I just read a great paper on client loyalty, and I will summarize the concepts for you below. Thanks to Li-Wei Wu, Tunghai University for the great work.
Client loyalty is another one of those terms like strategy. More people talk about it than understand it to a great degree. Let’s explore…
Client loyalty is a product of several things, and it goes beyond satisfaction. The difference between satisfaction and loyalty isn’t that well understood by many, and yet such an incredibly important topic given the implications that the type and degree of loyalty has on client behavior and purchase intent.
Satisfaction is an emotional state that occurs from ongoing interactions with a client. It is generated from the comparison between expectations held prior to purchase and the actual experience. It has a positive effect on the development of client loyalty, but is not the only thing that affects it.
Inertia is a second factor. Customers driven by this motivation prefer consistency, don’t like new routine, price shopping or making new purchase decisions. They prefer status quo. Now while this doesn’t create loyalty in the short-term, routine and habitual behaviors strengthens customer loyalty as well.
Two other factors interact with this framework to impact loyalty generation. The first which is zone of tolerance (ZOT) and alternative attractiveness.
Zone of tolerance is the degree of tolerance for the gap between what a customer hopes to experience with you, and what they consider adequate. Every customer has a different range. Service below the acceptable range creates dissatisfaction while performance above creates satisfaction or even delight. However performance within the range results in an indifferent sentiment. Hence, small improvements may not have an increase in satisfaction or loyalty if it is perceived to fall within the range of the ZOT. If your current performance is below the ZOT, improvements may have a substantial impact on loyalty, as with if performance is above the ZOT. The strongest impact would be achieved at the higher level because customer delight is experienced at those levels. When customers have a wider ZOT, it weakens the impact that satisfaction has on loyalty, as it is more difficult to exceed expectations. Also, performing within the ZOT may result in extremely low levels of loyalty being generated at all, especially in the short term.
The zone of tolerance also impacts inertial loyalty behavior, but in a positive way. Customers who perceive your performance as being adequate are often likely to repurchase on an inertial basis. Therefore those with a wider ZOT lack the motivation to switch to another provider, and over time their experience with you supports the growth of loyalty. However, the fact that a customer deals with you repeatedly may not necessarily signify loyalty, it may only signify that the customer is passive and you haven’t given them enough reasons to leave. To summarize, the relationship between inertia and loyalty is stronger when a customer has a wider ZOT.

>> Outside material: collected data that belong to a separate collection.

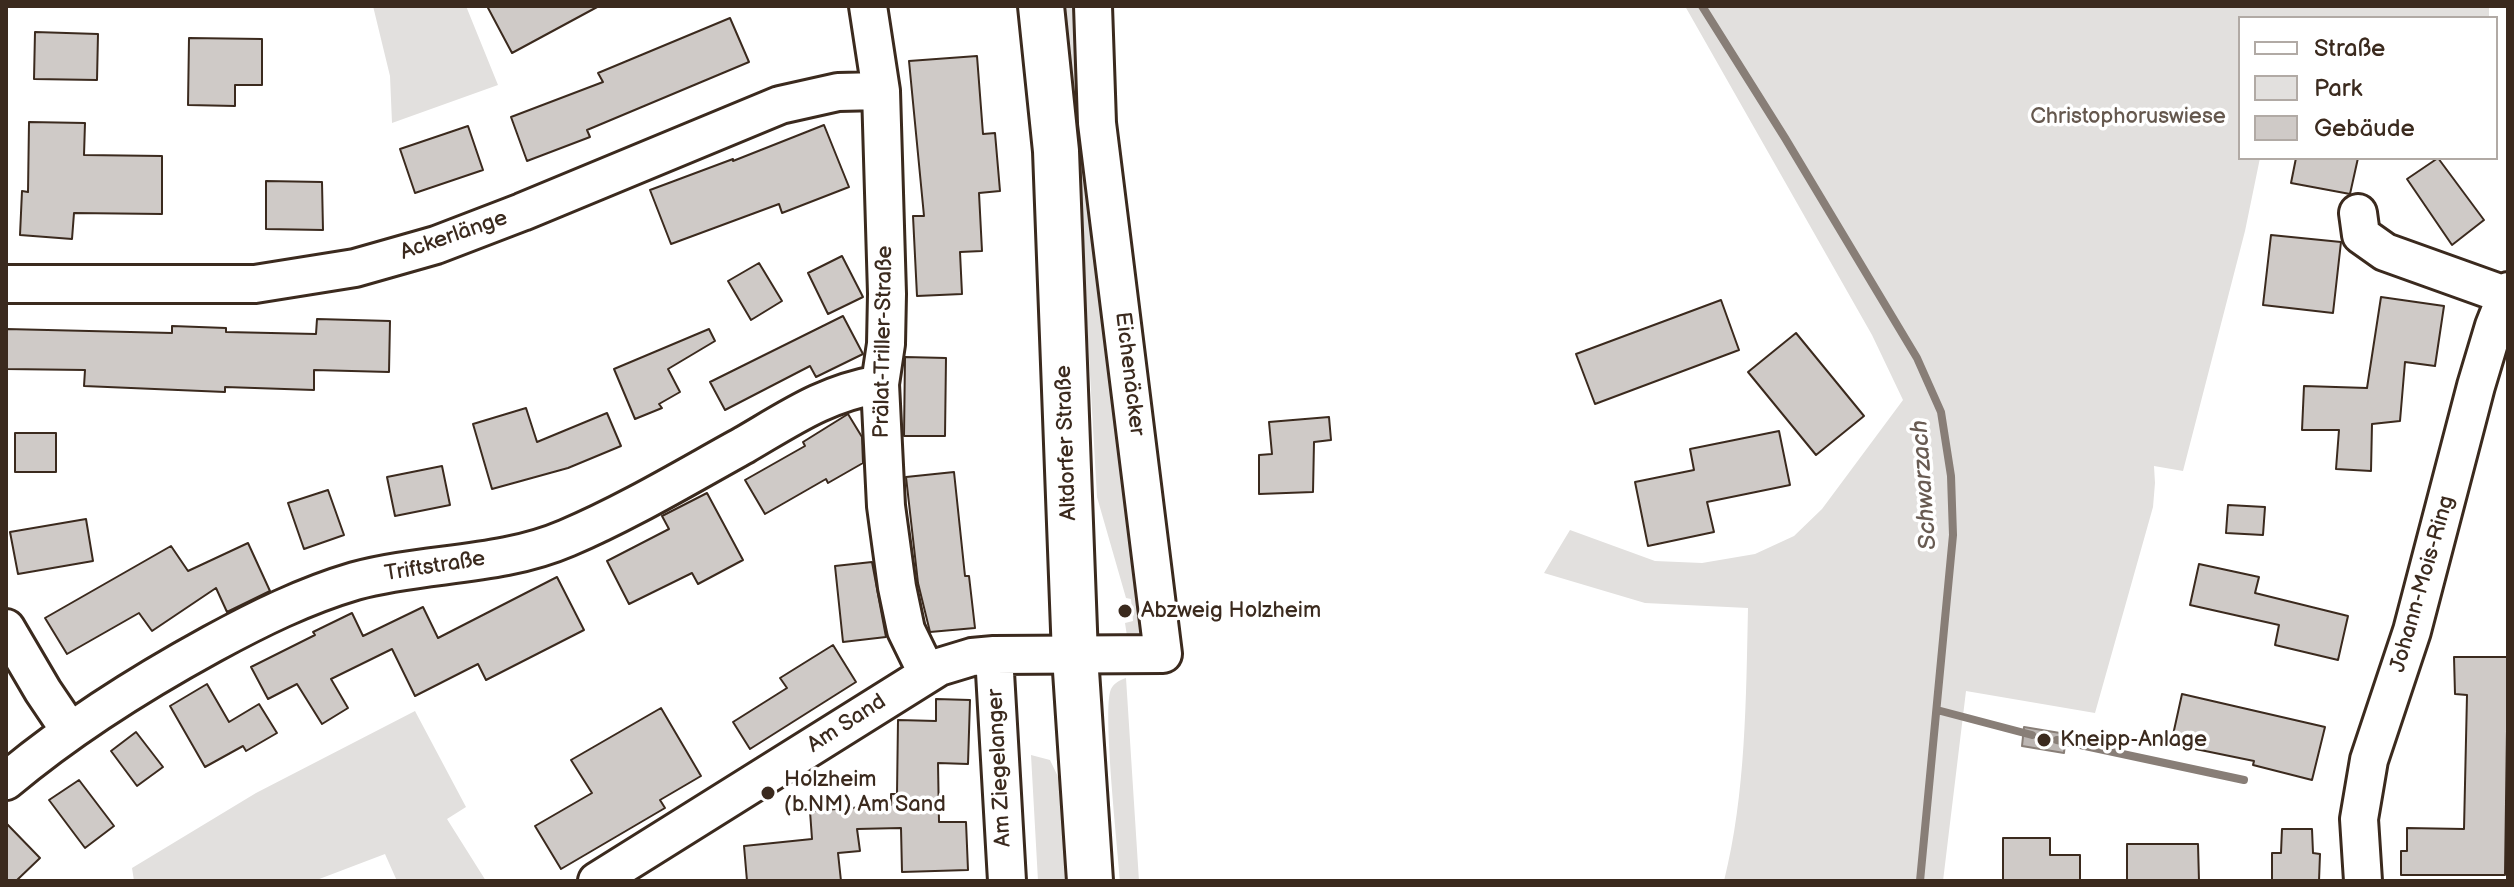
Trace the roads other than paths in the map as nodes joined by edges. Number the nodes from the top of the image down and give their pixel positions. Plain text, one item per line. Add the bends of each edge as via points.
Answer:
1 (868, 6) edge
2 (1041, 6) edge
3 (1093, 6) edge
4 (881, 91) junction
5 (2358, 213) dead end
6 (6, 284) edge
7 (2506, 293) edge
8 (880, 384) junction
9 (6, 628) edge
10 (994, 655) junction
11 (1075, 656) junction
12 (927, 673) junction
13 (70, 731) junction
14 (6, 781) edge
15 (597, 881) edge
16 (1007, 881) edge
17 (1090, 881) edge
18 (2363, 881) edge

1 - 4 street, Prälat-Triller-Straße
2 - 11 main road, Altdorfer Straße via 1056,151
3 - 11 street, Eichenäcker via 1097,123 1163,654
4 - 6 street, Ackerlänge via 838,92 780,105 508,218 355,268 255,284
4 - 8 street, Prälat-Triller-Straße via 887,294
5 - 7 street via 2361,235 2385,252
7 - 18 street, Johann-Mois-Ring via 2412,631 2369,760 2359,819
8 - 12 street, Prälat-Triller-Straße via 886,506 897,587 906,630
8 - 13 street, Triftstraße via 814,404 673,485 547,546 356,581 284,607 196,653
9 - 13 street
10 - 11 street, Am Sand
10 - 12 street, Am Sand
10 - 16 street, Am Ziegelanger
11 - 17 main road, Altdorfer Straße
12 - 15 street, Am Sand
13 - 14 street, Triftstraße

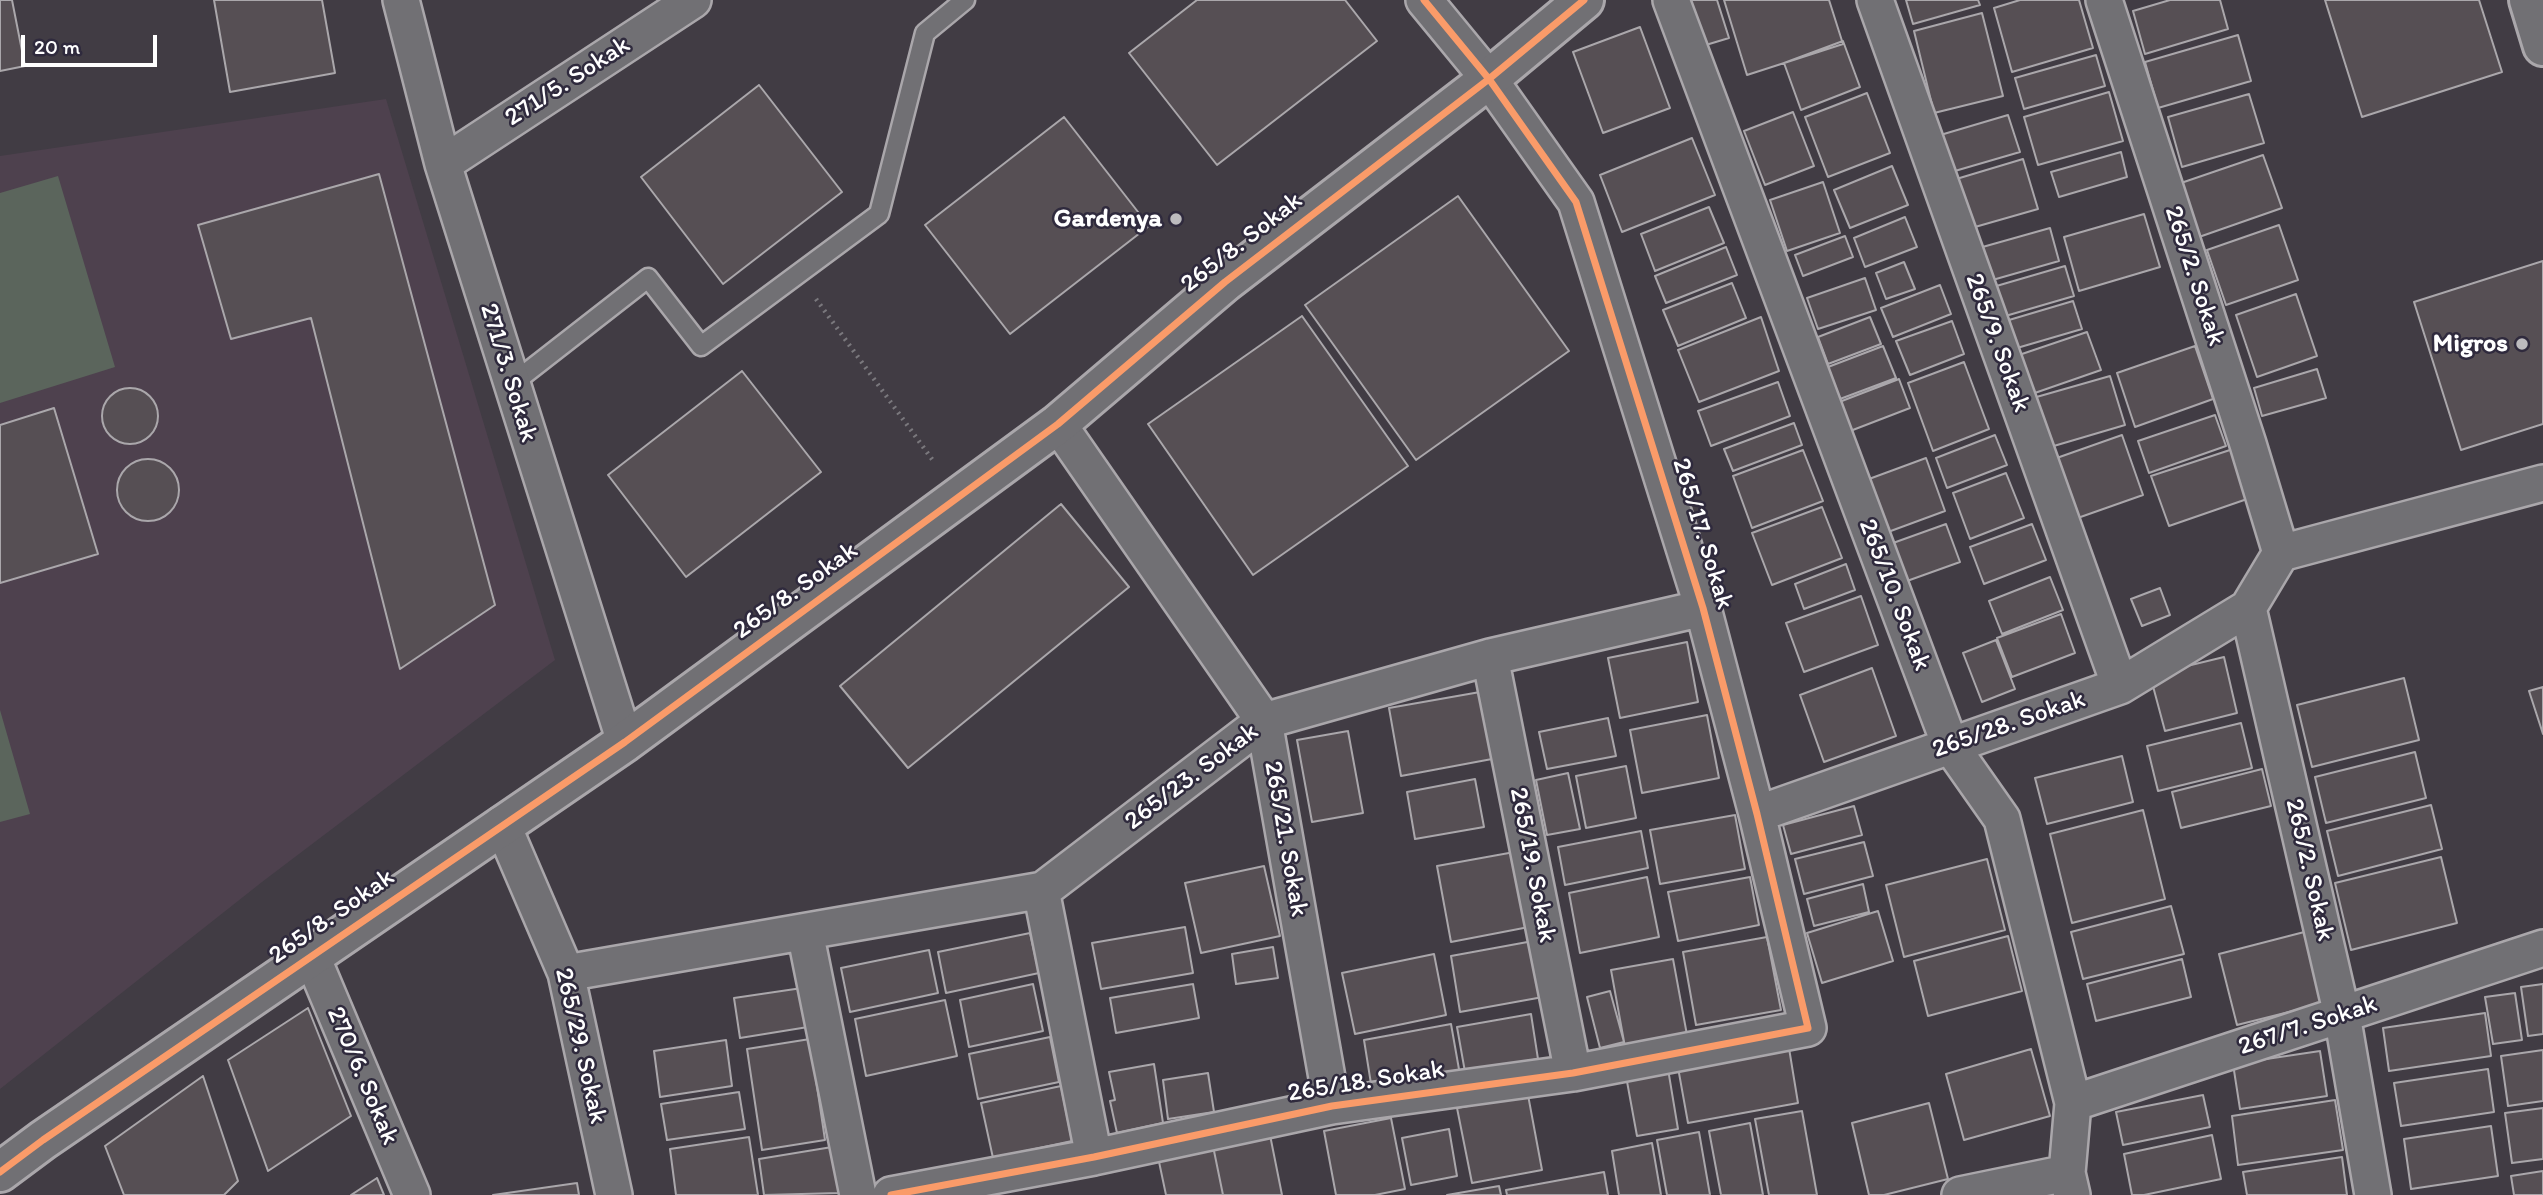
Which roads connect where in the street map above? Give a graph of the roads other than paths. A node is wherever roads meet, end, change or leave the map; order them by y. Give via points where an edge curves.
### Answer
1 (401, 0) edge
2 (693, 0) edge
3 (965, 0) edge
4 (1424, 0) edge
5 (1584, 0) edge
6 (1671, 0) edge
7 (1875, 0) edge
8 (2104, 0) edge
9 (2529, 0) edge
10 (2543, 46) edge
11 (1489, 79) junction
12 (443, 164) junction
13 (512, 384) junction
14 (1058, 424) junction
15 (2543, 484) edge
16 (2281, 553) junction
17 (1703, 608) junction
18 (2248, 608) junction
19 (1490, 657) junction
20 (2120, 686) junction
21 (1264, 721) junction
22 (625, 742) junction
23 (1950, 745) junction
24 (1757, 814) junction
25 (502, 824) junction
26 (1041, 890) junction
27 (805, 932) junction
28 (2543, 948) edge
29 (312, 957) junction
30 (566, 973) junction
31 (2342, 1015) junction
32 (1808, 1028) joint
33 (1573, 1073) junction
34 (2073, 1102) junction
35 (1332, 1106) junction
36 (1094, 1157) junction
37 (0, 1172) edge
38 (2069, 1184) edge
39 (412, 1195) edge
40 (614, 1195) edge
41 (858, 1195) edge
42 (891, 1195) edge
43 (1960, 1195) edge
44 (2373, 1195) edge

1 - 12 street, 271/3. Sokak
2 - 12 street, 271/5. Sokak
3 - 13 lane via 925,33 879,214 701,346 648,278
4 - 11 street, 265/17. Sokak
5 - 11 street, 265/8. Sokak
6 - 23 street, 265/10. Sokak
7 - 20 street, 265/9. Sokak
8 - 16 street, 265/2. Sokak
9 - 10 street
11 - 14 street, 265/8. Sokak via 1225,282
11 - 17 street, 265/17. Sokak via 1576,202
12 - 13 street, 271/3. Sokak
13 - 22 street, 271/3. Sokak
14 - 21 street, 265/21. Sokak
14 - 22 street, 265/8. Sokak
15 - 16 street
16 - 18 street
17 - 19 street, 265/23. Sokak
17 - 24 street, 265/17. Sokak
18 - 20 street, 265/28. Sokak
18 - 31 street, 265/2. Sokak
19 - 21 street, 265/23. Sokak
19 - 33 street, 265/19. Sokak
20 - 23 street, 265/28. Sokak
21 - 26 street, 265/23. Sokak
21 - 35 street, 265/21. Sokak
22 - 25 street, 265/8. Sokak
23 - 24 street, 265/28. Sokak
23 - 34 street, 265/10. Sokak via 2002,819
24 - 32 street, 265/17. Sokak
25 - 29 street, 265/8. Sokak
25 - 30 street, 265/29. Sokak
26 - 27 street
26 - 36 street
27 - 30 street
27 - 41 street
28 - 31 street, 267/7. Sokak
29 - 37 street, 265/8. Sokak
29 - 39 street, 270/6. Sokak
30 - 40 street, 265/29. Sokak
31 - 34 street, 267/7. Sokak
31 - 44 street, 265/2. Sokak
32 - 33 street, 265/18. Sokak
33 - 35 street, 265/18. Sokak
34 - 38 street, 265/10. Sokak
35 - 36 street, 265/18. Sokak
36 - 42 street, 265/18. Sokak
38 - 43 street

The final modifier is alternative attractiveness. This is the customer’s sense of the level of satisfaction is available to them with your competitor. This has 4 dimensions to it:
1) Number of alternatives
3) Ease of understanding the difference
4) Ease of comparison
Perceptions of alternative attractiveness are a major driver in narrowing the ZOT because it helps define and drive expectations. Where alternative attractiveness is high, this tends to narrow the range of the ZOT. It is also interesting to note that increased competition erodes the inertial effect, partially by narrowing the width of the ZOT and also by disrupting repurchase patterns.
Client loyalty isn’t something to be taken for granted. The factors that drive it are dynamic, and there are complexities in understanding what the implications may be for your organization.